(Task description):
Write out the listing below in full and exactly, leaving out every picture.

(The data):
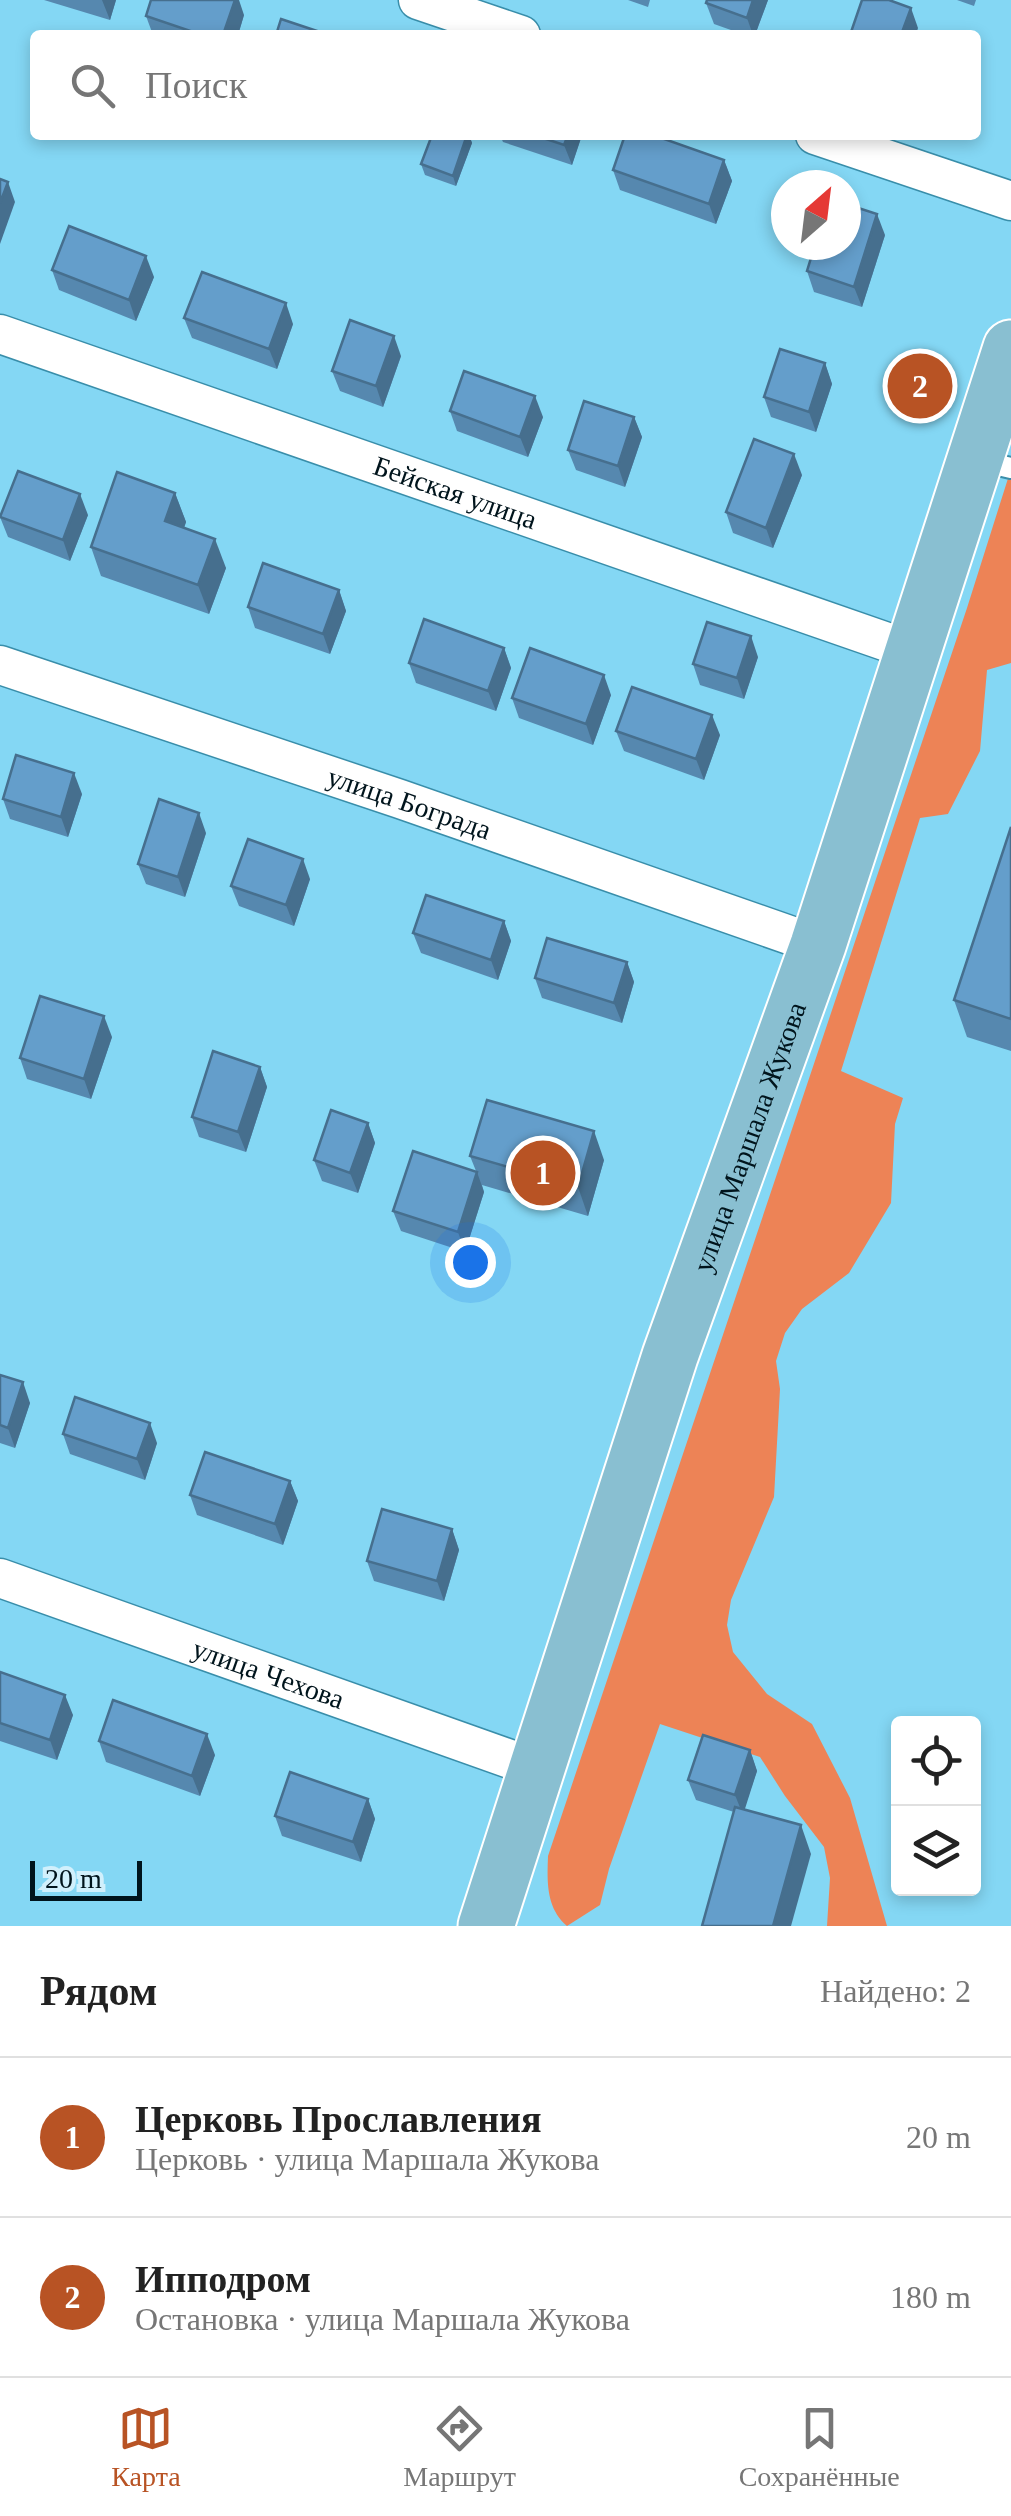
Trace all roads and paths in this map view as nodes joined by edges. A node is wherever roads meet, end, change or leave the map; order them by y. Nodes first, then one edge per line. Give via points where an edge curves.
1 (418, 0) edge
2 (506, 30) edge
3 (830, 140) edge
4 (1011, 201) edge
5 (0, 334) edge
6 (1011, 348) edge
7 (993, 464) edge
8 (913, 651) junction
9 (0, 665) edge
10 (818, 945) junction
11 (0, 1578) edge
12 (538, 1769) junction
13 (486, 1926) edge

1 - 2 street
3 - 4 street
5 - 8 street, Бейская улица
6 - 7 main road, улица Маршала Жукова
7 - 8 main road, улица Маршала Жукова
8 - 10 main road, улица Маршала Жукова
9 - 10 street, улица Бограда
10 - 12 main road, улица Маршала Жукова via 670,1356
11 - 12 street, улица Чехова
12 - 13 main road, улица Маршала Жукова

(Task solution):
Trace all roads and paths in this map view as nodes joined by edges. A node is wherever roads meet, end, change or leave the map; order them by y. Nodes first, then one edge per line. Give via points where an edge curves.
1 (418, 0) edge
2 (506, 30) edge
3 (830, 140) edge
4 (1011, 201) edge
5 (0, 334) edge
6 (1011, 348) edge
7 (993, 464) edge
8 (913, 651) junction
9 (0, 665) edge
10 (818, 945) junction
11 (0, 1578) edge
12 (538, 1769) junction
13 (486, 1926) edge

1 - 2 street
3 - 4 street
5 - 8 street, Бейская улица
6 - 7 main road, улица Маршала Жукова
7 - 8 main road, улица Маршала Жукова
8 - 10 main road, улица Маршала Жукова
9 - 10 street, улица Бограда
10 - 12 main road, улица Маршала Жукова via 670,1356
11 - 12 street, улица Чехова
12 - 13 main road, улица Маршала Жукова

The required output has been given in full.